Mitogenome sequence analysis

Base compositions of the two Trametes mitogenomes and other Polyporales mitogenomes were analyzed using DNASTAR Lasergene v7.1 (http://www.dnastar.com/). We calculated strand asymmetries of Polyporales mitogenomes using the following formulas: AT skew = [A – T]/[A + T] and GC skew = [G – C]/[G + C]72. We analyzed codon usages within the two Trametes mitogenomes using the Sequence Manipulation Suite73. We calculated the nonsynonymous (Ka) and synonymous (Ks) substitution rates for core PCGs in the four Trametes mitogenomes using DnaSP v6.10.0174. The genetic distances between each pair of the 15 core PCGs (atp6, atp8, atp9, cob, cox1, cox2, cox3, nad1, nad2, nad3, nad4, nad4L, nad5, nad6, and rps3) were detected using MEGA v6.0675 based on the Kimura 2-parameter (K2P) substitution model.

Repetitive element analysis

We conducted BlastN searches of the two Trametes mitogenomes against themselves76 to determine whether there were intragenomic duplications of large fragments or interspersed repeats in the two Trametes mitogenomes. We also detected tandem repeats (> 10 bp in length) in the two Trametes mitogenomes using a Tandem Repeats Finder77 with the default parameters.

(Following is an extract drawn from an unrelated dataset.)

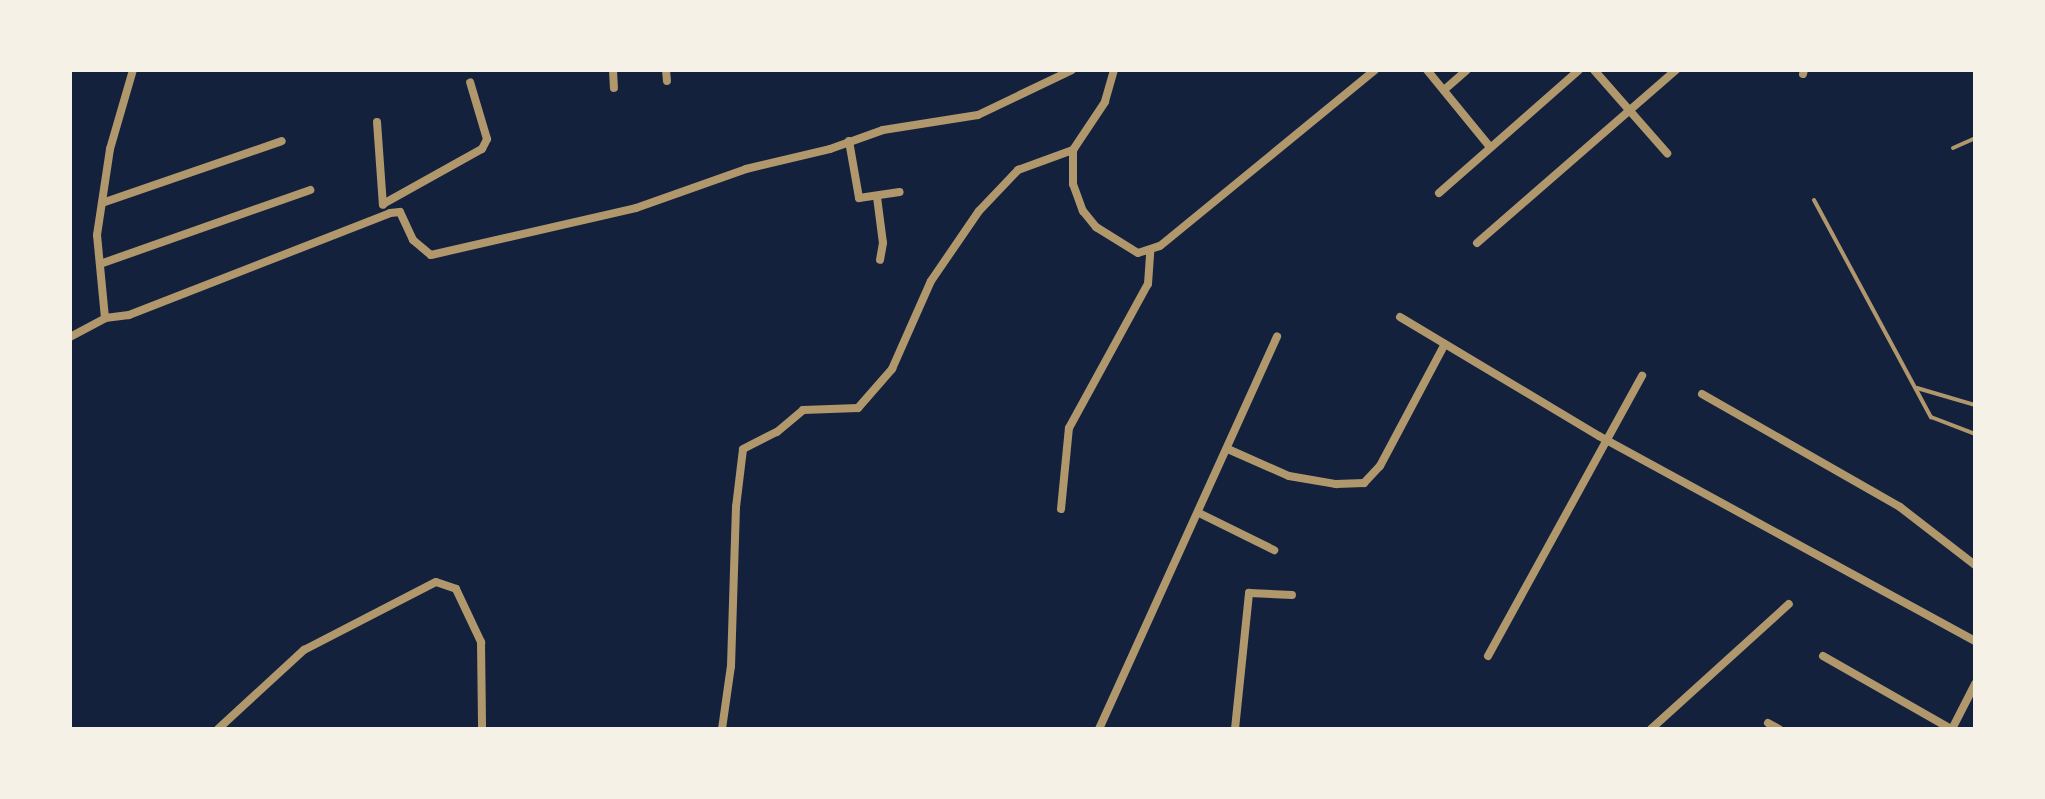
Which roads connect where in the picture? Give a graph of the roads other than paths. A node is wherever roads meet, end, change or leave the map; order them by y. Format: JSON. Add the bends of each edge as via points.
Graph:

In addition, BlastN searches of the two Trametes mitogenomes were conducted against their published nuclear genomes to determine whether there were gene segments that naturally transferred between mitochondrial and nuclear genomes78,79.

Comparative mitogenomic analysis and intron analysis

The genome sizes, GC contents, base compositions, start and stop codons, gene numbers, and intron numbers of Polyporales mitogenomes were compared to identify variations and similarities between them. Introns of cox1 genes in the 15 Polyporales mitogenomes that have been published to date were classified into different position classes (Pcls) according to the method described by Ferandon et al.80. The cox1 genes of 15 Polyporales mitogenomes were first aligned with the cox1 gene of the medical fungus Ganoderma calidophilum22 using Clustal W81. Each Pcl was composed of introns inserted at the same position of the cox1 reference gene based on the insert sites (nt) in the corresponding reference gene. Identical Pcls were considered orthologous introns with high sequence similarity.

Phylogenetic analysis

A phylogenetic tree of 77 Basidiomycota species was constructed to investigate the status of Trametes species in the phylum Basidiomycota using previously described methods33,82 based on the combined mitochondrial gene set (15 core PCGs). We used Annulohypoxylon stygium from the phylum Ascomycota as the outgroup83. Individual mitochondrial genes were first aligned using the MAFFT v7.037 software84, after which we concatenated the aligned mitochondrial genes into a combined mitochondrial gene set using the SequenceMatrix v1.7.8 software85. A preliminary partition homogeneity test was then conducted to detect potential phylogenetic conflicts between different genes. Best-fit models of partitioning schemes and evolution for the combined mitochondrial gene set were determined based on the PartitionFinder 2.1.1 software86. We constructed phylogenetic trees using both Bayesian inference (BI) and maximum likelihood (ML) methods, with MrBayes v3.2.687 used for the BI analysis and RAxML v 8.0.088 for the ML analysis.

Data availability

The complete mitogenomes of T. versicolor and T. coccinea were deposited in the GenBank database under accession numbers MT479165 and MT479166, respectively.